Show videos or look at pictures of professional dancers who appear to be flying. Explain that with great strength and discipline even human beings can appear to be flying. Compare and contrast the elements of humans and animals in flight.
Watch a powwow dance and discuss the different ways of hopping or gliding that are evident in the dance. What kinds of animals might have inspired those dances? Invite a powwow dancer or Elder to talk about animals that inspire some kinds of traditional dances.
Have students draw pictures of their favourite gliding or leaping animal as it is leaping or in flight. Display the pictures.
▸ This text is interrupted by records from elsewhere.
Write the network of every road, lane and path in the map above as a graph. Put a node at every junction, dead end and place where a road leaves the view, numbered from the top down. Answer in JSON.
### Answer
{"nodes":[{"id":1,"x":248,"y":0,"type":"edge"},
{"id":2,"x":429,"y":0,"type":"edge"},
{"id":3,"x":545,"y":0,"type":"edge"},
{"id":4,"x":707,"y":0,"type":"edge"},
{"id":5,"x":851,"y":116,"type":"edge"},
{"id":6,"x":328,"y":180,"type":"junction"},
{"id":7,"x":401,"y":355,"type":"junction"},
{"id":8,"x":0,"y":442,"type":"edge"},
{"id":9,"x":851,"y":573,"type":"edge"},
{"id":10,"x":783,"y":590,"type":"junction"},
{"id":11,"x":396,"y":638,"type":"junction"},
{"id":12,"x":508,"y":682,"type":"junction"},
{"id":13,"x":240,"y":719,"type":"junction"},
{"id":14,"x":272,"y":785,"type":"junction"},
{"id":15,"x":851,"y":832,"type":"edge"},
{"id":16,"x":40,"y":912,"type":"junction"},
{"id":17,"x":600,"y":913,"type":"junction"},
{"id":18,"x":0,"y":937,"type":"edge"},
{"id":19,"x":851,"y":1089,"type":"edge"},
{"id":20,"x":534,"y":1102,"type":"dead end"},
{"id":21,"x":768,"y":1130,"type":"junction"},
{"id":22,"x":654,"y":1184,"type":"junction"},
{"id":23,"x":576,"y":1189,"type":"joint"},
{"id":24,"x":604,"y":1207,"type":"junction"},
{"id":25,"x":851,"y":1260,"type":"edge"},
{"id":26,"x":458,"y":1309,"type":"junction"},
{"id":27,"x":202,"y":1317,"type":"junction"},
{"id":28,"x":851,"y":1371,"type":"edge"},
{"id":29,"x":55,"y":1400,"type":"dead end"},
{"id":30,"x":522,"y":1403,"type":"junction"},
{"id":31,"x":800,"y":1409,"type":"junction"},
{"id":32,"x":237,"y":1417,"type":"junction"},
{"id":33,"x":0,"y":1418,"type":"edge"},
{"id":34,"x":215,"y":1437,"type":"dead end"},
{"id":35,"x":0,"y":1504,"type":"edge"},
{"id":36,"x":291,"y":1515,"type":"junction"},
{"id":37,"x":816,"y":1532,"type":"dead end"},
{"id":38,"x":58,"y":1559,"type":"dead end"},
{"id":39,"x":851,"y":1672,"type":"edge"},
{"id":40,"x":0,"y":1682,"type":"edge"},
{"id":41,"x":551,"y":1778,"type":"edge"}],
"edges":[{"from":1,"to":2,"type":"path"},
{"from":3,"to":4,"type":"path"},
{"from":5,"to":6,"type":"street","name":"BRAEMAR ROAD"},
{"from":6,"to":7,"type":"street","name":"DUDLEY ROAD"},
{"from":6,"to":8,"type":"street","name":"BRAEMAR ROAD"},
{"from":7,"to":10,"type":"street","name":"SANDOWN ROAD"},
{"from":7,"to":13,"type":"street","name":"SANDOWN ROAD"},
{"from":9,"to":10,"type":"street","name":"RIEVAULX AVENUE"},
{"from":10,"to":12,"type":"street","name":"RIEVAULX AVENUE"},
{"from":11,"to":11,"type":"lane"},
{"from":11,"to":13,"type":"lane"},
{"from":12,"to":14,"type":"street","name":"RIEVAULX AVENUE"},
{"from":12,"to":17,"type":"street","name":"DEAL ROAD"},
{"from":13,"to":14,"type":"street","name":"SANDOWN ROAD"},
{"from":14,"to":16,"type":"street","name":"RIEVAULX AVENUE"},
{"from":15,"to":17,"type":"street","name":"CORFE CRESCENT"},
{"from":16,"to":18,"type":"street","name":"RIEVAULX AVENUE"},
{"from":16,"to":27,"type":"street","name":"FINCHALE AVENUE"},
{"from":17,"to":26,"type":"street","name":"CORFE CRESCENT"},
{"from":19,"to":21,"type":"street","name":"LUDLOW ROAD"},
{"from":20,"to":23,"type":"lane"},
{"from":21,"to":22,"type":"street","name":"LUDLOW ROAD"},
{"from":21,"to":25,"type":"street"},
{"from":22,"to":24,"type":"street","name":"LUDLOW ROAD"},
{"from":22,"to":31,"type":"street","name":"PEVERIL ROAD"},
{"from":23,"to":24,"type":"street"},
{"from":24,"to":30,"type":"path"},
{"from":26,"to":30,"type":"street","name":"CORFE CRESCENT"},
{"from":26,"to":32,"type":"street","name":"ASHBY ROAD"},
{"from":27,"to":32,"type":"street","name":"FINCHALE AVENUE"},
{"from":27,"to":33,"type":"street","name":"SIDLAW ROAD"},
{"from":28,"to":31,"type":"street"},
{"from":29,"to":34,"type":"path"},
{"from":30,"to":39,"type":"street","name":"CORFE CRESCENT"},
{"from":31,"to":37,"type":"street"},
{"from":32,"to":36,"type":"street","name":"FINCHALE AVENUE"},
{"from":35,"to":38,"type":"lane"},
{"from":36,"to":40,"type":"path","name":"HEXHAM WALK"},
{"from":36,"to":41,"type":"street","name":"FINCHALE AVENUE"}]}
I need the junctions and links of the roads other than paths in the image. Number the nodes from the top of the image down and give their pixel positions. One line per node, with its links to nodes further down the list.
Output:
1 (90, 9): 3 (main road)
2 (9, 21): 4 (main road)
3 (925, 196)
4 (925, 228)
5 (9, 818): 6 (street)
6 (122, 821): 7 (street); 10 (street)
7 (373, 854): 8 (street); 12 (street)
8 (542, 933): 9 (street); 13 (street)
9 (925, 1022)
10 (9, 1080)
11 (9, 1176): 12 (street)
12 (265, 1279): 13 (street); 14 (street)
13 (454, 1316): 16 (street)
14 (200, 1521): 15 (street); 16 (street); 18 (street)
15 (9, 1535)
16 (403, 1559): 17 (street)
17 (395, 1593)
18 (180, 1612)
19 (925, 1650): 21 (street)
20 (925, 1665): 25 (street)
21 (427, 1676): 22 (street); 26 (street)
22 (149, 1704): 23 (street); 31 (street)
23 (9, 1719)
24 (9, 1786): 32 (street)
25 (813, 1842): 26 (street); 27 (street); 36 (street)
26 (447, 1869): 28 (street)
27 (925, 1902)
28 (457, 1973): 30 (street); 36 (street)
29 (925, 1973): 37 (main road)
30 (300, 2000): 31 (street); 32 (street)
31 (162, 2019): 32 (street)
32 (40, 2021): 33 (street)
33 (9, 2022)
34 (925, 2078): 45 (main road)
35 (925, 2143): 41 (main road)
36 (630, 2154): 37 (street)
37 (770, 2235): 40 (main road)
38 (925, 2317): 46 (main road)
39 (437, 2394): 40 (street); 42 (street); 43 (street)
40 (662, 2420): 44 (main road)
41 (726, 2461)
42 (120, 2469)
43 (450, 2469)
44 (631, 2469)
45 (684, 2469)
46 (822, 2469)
Sample Topic: "Metamorphosis"
Suggested Resources:
Starter List of Activities
1. Introductory Activities
Discuss metamorphosis with the students. Have the students think of examples of metamorphosis (e.g., a caterpillar turning into a moth, or tadpoles turning into frogs). View a video about metamorphosis.
Choose one example the students can observe to explore more fully. With the help of the school or school division resource centre staff, students could gather information, pictures, and stories about the example.
Practise changing from something very big to something very small (e.g., tall – short; wide – thin) and vice versa. Make sure the students have a definite beginning, middle, and end to the dance phrase. Students could add an interesting shape to the middle.
2. Main Activities
Ask the students to brainstorm movement ideas associated with the metamorphosis example. Record the ideas on the board. The following are examples based on the metamorphosis of a caterpillar:
Explore the students' ideas about metamorphosis and movement. Encourage full explorations by asking questions such as “When you leave your cocoon, which body part comes out first? Try other ways. Is it easy to get out of the cocoon or do you push and push? Does your caterpillar movement go quickly or slowly?”
Make a dance about the emerging caterpillar. Some slow music can be used to complement the slow movement.
Explore the concepts of bound and free. Ask students how they feel when they are in the cocoon. Address how the movement becomes freer as they are released from the cocoon. How does it feel to be able to move totally freely? Do they feel like moving lightly after working so hard to get out of the cocoon? See if the students can make any other associations to bound and free movement. Have students create a dance with the first section as bound and the second section as free.
Have students select some of the movement ideas they have been exploring to create a metamorphosis dance. Use Planning for Students' Dance Making to guide students as they create.
Use music or percussion instruments to accompany the students in dance explorations and creations. Use a different rhythm or section of the music to represent each stage.
3. Concluding Activities
Have students reflect on their dance phrases. How does each phrase reflect the stage of metamorphosis? How did each group represent the concept differently or similarly?
Pair up and have students show each other their dances and comment on what students saw or intended to show. Refine the dances with peer help. Review the ideas associated with metamorphosis.
In small groups, have the students show their dances or record the dances on video for later viewing. Ask students if they would like to perform their dances for another class studying these concepts.
Have students do some expressive writing about how their transformations took place. This might be a descriptive paragraph or poem. Include feelings of being one form or another.
Look at excerpts from the ballet “Swan Lake.” Explain that the same dancer plays the ‘white' swan and the ‘black' swan. Compare and contrast the different kinds of movement that the two swans use to show the difference between good and bad.
Have students choose another form of metamorphosis to create a dance based on what they have learned.